Es laͤßt sich auf dies Lezte nicht sogleich eine bejahende Antwort ertheilen,
vorzuͤglich in Hinsicht des Zuckers; was aber das so gewonnene Gummi
betrifft, so ist es sehr wahrscheinlich, daß es ins Leben eingefuͤhrt, und
ein Gegenstand werden kann, welcher die Aufmerksamkeit der Fabrikanten auf sich
ziehen wird. Denn alle fasrigen Koͤrper, als Werg von Hanf und Flachs,
Lumpen, altes Papier, das Holz selbst u.s.w. werden durch bloße Beruͤhrung
mit Schwefelsaͤure alsbald in Gummi verwandelt, und sobald die vorwaltende
Saͤure durch
Kreide abgestumpft ist, kann man sich der Fluͤssigkeit als Aufloͤsung
von Schleim oder Gummi bedienen.
Zusaz des Herausgebers.
Herr Hofrath Vogel hat sich durch die mitgetheilte Pruͤfung der von Braconnot
gemachten Entdeckung, Holzfaser in Gummi und zuckerartige Substanz zu verwandeln,
den Dank aller derer erworben, welche diese Entdeckung interessirt.

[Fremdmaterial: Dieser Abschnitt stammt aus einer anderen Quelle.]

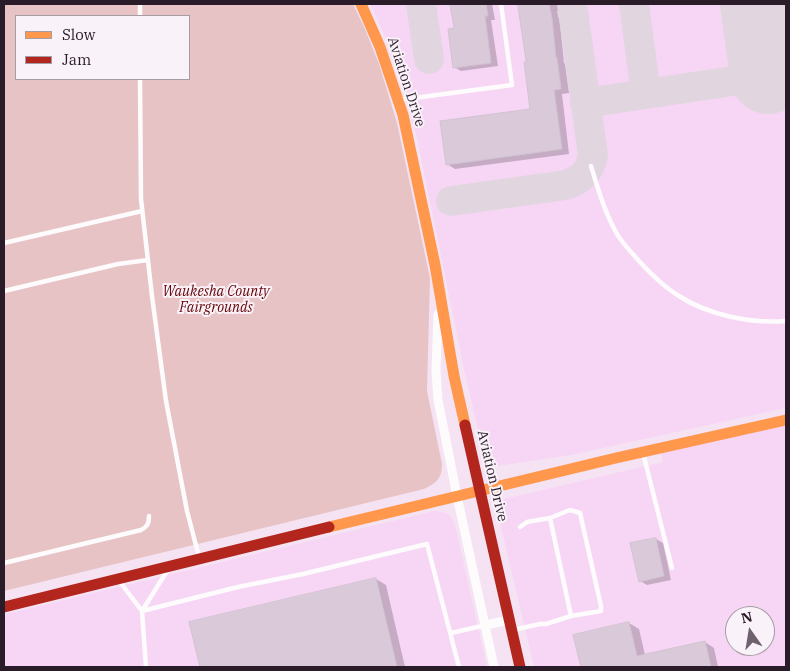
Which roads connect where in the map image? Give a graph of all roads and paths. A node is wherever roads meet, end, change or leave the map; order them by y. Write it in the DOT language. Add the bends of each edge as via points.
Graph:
graph roads {
  1 [pos="361,4"];
  2 [pos="501,4"];
  3 [pos="140,80"];
  4 [pos="398,100"];
  5 [pos="591,166"];
  6 [pos="142,211"];
  7 [pos="4,243"];
  8 [pos="148,260"];
  9 [pos="439,290"];
  10 [pos="4,292"];
  11 [pos="786,321"];
  12 [pos="786,420"];
  13 [pos="643,452"];
  14 [pos="480,490"];
  15 [pos="457,496"];
  16 [pos="149,516"];
  17 [pos="550,518"];
  18 [pos="520,527"];
  19 [pos="199,559"];
  20 [pos="4,563"];
  21 [pos="170,566"];
  22 [pos="672,568"];
  23 [pos="117,579"];
  24 [pos="4,607"];
  25 [pos="142,611"];
  26 [pos="572,616"];
  27 [pos="486,625"];
  28 [pos="511,625"];
  29 [pos="451,632"];
  30 [pos="146,667"];
  31 [pos="459,667"];
  32 [pos="494,667"];
  33 [pos="520,667"];
  1 -- 4 [label="street, Aviation Drive"];
  2 -- 4 [label="lane" via="512,84"];
  3 -- 6 [label="lane"];
  4 -- 9 [label="street, Aviation Drive"];
  5 -- 11 [label="lane" via="603,204 618,235 654,277 680,297 703,308 738,318"];
  6 -- 7 [label="lane"];
  6 -- 8 [label="lane"];
  8 -- 10 [label="lane" via="118,264"];
  8 -- 19 [label="lane" via="166,401"];
  9 -- 14 [label="street, Aviation Drive" via="454,376"];
  9 -- 15 [label="street, Aviation Drive" via="438,400"];
  12 -- 13 [label="street"];
  13 -- 14 [label="street"];
  13 -- 22 [label="lane"];
  14 -- 15 [label="street"];
  14 -- 28 [label="street, Aviation Drive"];
  15 -- 19 [label="street"];
  15 -- 27 [label="street, Aviation Drive"];
  16 -- 20 [label="lane" via="146,528 141,530"];
  17 -- 18 [label="lane" via="527,522"];
  17 -- 26 [label="lane"];
  17 -- 26 [label="lane" via="570,510 580,513 601,606 601,611"];
  19 -- 21 [label="street"];
  21 -- 23 [label="street"];
  21 -- 25 [label="lane"];
  23 -- 24 [label="street"];
  23 -- 25 [label="lane"];
  25 -- 29 [label="lane" via="427,544"];
  25 -- 30 [label="lane"];
  26 -- 28 [label="lane" via="546,624"];
  27 -- 28 [label="street"];
  27 -- 29 [label="lane"];
  27 -- 32 [label="street, Aviation Drive"];
  28 -- 33 [label="street, Aviation Drive"];
  29 -- 31 [label="lane"];
}
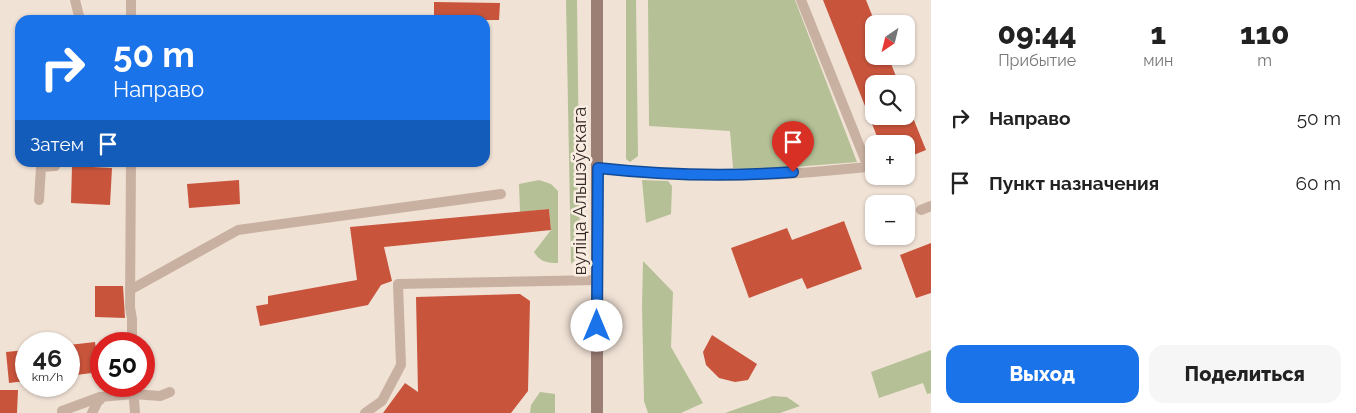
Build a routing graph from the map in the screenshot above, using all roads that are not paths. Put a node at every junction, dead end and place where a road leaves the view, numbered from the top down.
1 (76, 0) edge
2 (131, 0) edge
3 (596, 0) edge
4 (801, 0) edge
5 (79, 15) edge
6 (131, 15) edge
7 (41, 167) edge
8 (131, 167) edge
9 (598, 168) junction
10 (501, 194) dead end
11 (39, 200) dead end
12 (597, 280) junction
13 (130, 290) junction
14 (132, 332) edge
15 (170, 392) dead end
16 (155, 395) edge
17 (100, 397) junction
18 (134, 397) edge
19 (62, 413) edge
20 (92, 413) edge
21 (100, 413) edge
22 (135, 413) edge
23 (365, 413) edge
24 (597, 413) edge

1 - 5 lane
2 - 6 lane
3 - 9 main road, вуліца Альшэўскага
4 - 9 lane
7 - 11 lane
8 - 13 lane
9 - 12 main road, вуліца Альшэўскага
10 - 13 lane
12 - 23 lane
12 - 24 main road, вуліца Альшэўскага
13 - 14 lane
15 - 16 lane
17 - 19 lane
17 - 20 lane
17 - 21 lane
18 - 22 lane

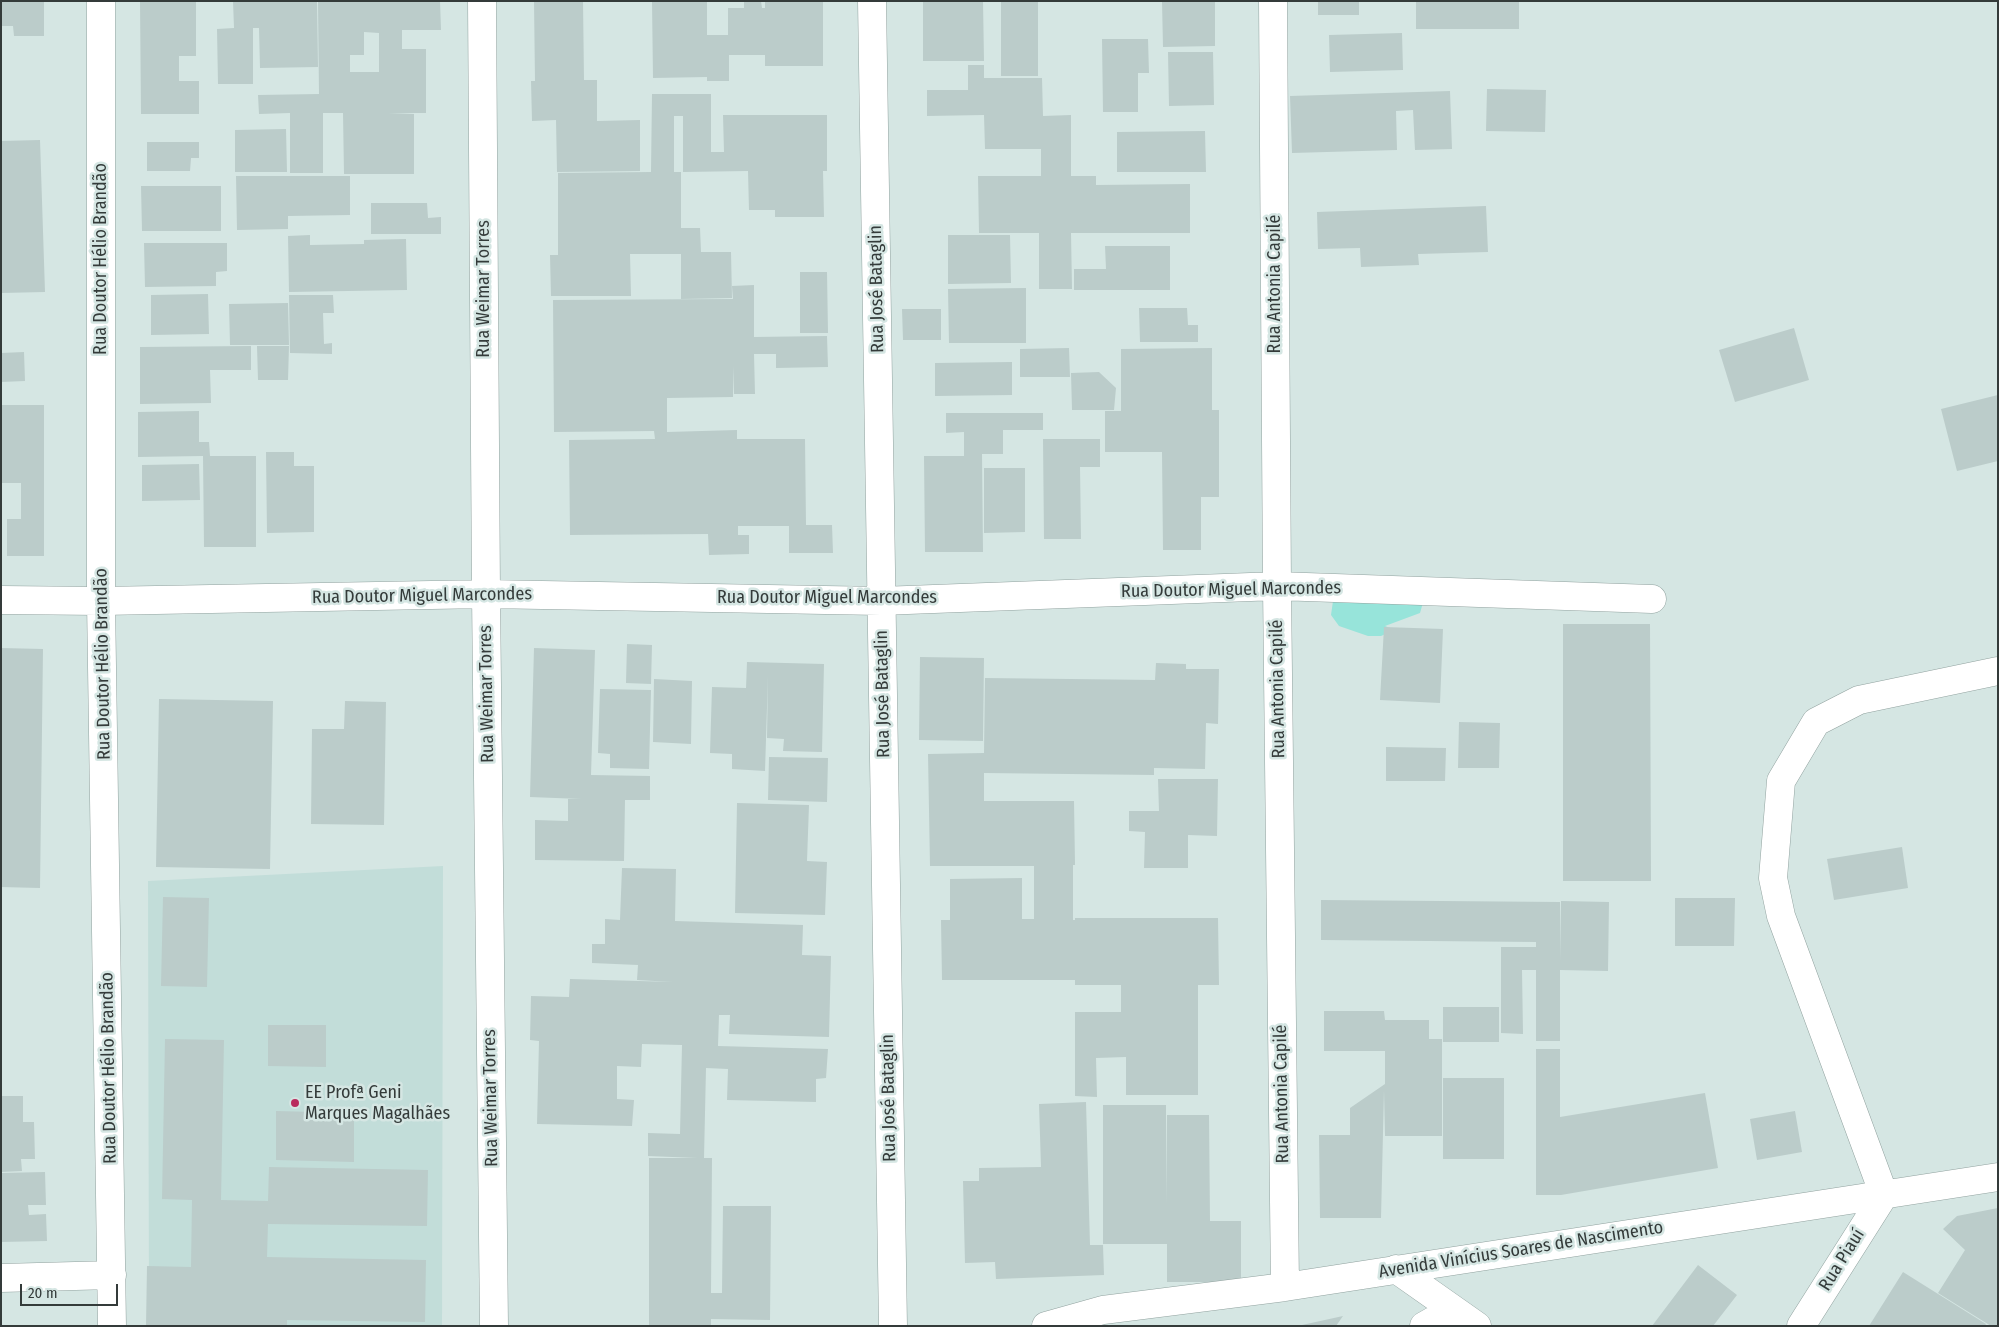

Moͤchte
es diesem erfahrenen Chemiker doch gefallen, auch andere auslaͤndische
chemische Entdeckungen, welche den vaterlaͤndischen Fabriken und Gewerben
Vortheile versprechen, einer so sorgfaͤltigen und gruͤndlichen
Pruͤfung zu unterwerfen; da nur solche zuverlaͤßige, mit neuen
gepriesenen Entdeckungen angestellte Untersuchungen dem Polytechniker nuzbringend
seyn koͤnnen. Welche bedeutende Summen Geldes, und wie manche edle Stunde
Zeit wuͤrden von den Dilettanten der Chemie erspart werden, wenn die
Nichtigkeit dieser und jener Erfindung hinlaͤnglich bewiesen waͤre;
und mit welcher Sicherheit kann sich im Falle der Bewaͤhrung der
Polytechniker in ein Unternehmen einlassen, dessen Gelingen ein zuverlaͤßiger
Chemiker, wie unser Freund Herr Dr. Vogel ist, durch
Versuche entschieden hat.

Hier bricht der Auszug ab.